- **Work request**:
Copy each line below that has "Marché".

- **Working data**:
==============================
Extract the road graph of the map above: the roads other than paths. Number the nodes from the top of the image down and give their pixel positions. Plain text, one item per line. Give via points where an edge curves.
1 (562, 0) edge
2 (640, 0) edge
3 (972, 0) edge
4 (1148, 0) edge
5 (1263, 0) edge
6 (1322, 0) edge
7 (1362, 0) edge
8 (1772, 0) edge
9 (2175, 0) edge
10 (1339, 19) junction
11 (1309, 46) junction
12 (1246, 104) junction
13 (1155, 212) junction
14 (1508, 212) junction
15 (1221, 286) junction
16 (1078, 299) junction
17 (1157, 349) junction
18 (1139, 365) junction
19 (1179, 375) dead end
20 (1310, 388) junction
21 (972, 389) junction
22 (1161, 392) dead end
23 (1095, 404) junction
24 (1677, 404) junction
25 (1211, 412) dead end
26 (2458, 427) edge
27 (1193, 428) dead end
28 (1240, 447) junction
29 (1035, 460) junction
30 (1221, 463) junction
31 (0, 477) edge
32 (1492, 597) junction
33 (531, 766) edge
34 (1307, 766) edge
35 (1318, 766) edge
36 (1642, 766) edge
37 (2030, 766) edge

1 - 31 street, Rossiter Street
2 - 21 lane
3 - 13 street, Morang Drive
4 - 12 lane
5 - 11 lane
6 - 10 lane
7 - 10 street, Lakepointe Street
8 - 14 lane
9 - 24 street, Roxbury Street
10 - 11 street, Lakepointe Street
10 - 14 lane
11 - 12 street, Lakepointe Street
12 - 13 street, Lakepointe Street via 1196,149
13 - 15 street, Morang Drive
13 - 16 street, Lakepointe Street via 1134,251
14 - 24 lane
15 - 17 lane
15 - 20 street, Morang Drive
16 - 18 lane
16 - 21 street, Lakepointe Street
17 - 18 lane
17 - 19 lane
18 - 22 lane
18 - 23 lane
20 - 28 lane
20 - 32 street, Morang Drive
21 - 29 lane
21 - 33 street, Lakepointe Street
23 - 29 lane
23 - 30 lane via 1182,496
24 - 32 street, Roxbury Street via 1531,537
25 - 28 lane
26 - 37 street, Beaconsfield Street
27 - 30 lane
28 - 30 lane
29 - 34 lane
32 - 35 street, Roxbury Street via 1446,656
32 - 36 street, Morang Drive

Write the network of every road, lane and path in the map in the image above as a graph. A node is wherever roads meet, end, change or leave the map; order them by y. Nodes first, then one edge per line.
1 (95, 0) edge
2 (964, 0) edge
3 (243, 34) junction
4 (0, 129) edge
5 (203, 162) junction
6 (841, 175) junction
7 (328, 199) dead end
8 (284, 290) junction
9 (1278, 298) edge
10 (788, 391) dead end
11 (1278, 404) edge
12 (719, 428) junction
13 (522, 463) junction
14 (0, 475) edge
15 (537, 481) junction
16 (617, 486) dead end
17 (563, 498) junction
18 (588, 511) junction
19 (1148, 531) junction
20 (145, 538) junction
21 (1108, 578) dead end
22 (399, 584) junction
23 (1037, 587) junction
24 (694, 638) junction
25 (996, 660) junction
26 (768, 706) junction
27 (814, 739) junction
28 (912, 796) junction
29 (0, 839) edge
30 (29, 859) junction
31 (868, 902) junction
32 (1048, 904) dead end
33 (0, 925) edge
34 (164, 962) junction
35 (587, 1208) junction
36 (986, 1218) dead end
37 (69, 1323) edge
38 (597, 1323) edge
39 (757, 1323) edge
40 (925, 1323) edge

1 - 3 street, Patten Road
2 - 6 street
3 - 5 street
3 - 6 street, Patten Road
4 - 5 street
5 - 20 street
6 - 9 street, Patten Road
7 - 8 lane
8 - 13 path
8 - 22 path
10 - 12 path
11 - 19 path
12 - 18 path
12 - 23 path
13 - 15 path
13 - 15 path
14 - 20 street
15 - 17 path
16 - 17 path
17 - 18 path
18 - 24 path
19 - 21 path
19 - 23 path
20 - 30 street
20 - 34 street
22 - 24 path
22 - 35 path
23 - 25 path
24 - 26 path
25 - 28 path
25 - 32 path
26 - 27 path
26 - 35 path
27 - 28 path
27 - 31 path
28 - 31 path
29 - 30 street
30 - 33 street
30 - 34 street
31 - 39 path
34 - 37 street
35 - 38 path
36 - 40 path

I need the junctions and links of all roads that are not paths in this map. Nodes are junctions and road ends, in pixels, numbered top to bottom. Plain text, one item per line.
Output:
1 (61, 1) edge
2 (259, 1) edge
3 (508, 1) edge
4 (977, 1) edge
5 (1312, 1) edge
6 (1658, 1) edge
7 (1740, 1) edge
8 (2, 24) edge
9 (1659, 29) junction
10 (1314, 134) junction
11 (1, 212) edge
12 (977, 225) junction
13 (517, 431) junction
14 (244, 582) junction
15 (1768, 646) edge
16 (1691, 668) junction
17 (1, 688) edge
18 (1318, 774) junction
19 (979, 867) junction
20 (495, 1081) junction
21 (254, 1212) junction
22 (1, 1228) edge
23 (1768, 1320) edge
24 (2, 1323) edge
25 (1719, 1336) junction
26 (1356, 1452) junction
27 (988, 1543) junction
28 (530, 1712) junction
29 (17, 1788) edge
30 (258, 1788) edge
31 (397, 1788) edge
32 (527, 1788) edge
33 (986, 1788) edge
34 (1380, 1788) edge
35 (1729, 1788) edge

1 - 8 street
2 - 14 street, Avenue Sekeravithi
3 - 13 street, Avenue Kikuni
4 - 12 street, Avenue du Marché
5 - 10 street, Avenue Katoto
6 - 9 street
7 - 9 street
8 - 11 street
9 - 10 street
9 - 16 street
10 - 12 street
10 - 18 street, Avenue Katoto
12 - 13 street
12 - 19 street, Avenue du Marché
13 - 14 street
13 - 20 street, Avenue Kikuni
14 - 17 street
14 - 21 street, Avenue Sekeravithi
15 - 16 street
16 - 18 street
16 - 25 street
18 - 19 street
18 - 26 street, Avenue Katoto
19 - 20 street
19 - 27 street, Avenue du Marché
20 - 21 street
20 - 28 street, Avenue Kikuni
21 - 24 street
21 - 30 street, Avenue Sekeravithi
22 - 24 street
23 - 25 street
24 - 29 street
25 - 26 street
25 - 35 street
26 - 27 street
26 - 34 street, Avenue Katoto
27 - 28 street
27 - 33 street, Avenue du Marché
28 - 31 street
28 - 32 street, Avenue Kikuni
==============================
- **Exercise result**:
4 - 12 street, Avenue du Marché
12 - 19 street, Avenue du Marché
19 - 27 street, Avenue du Marché
27 - 33 street, Avenue du Marché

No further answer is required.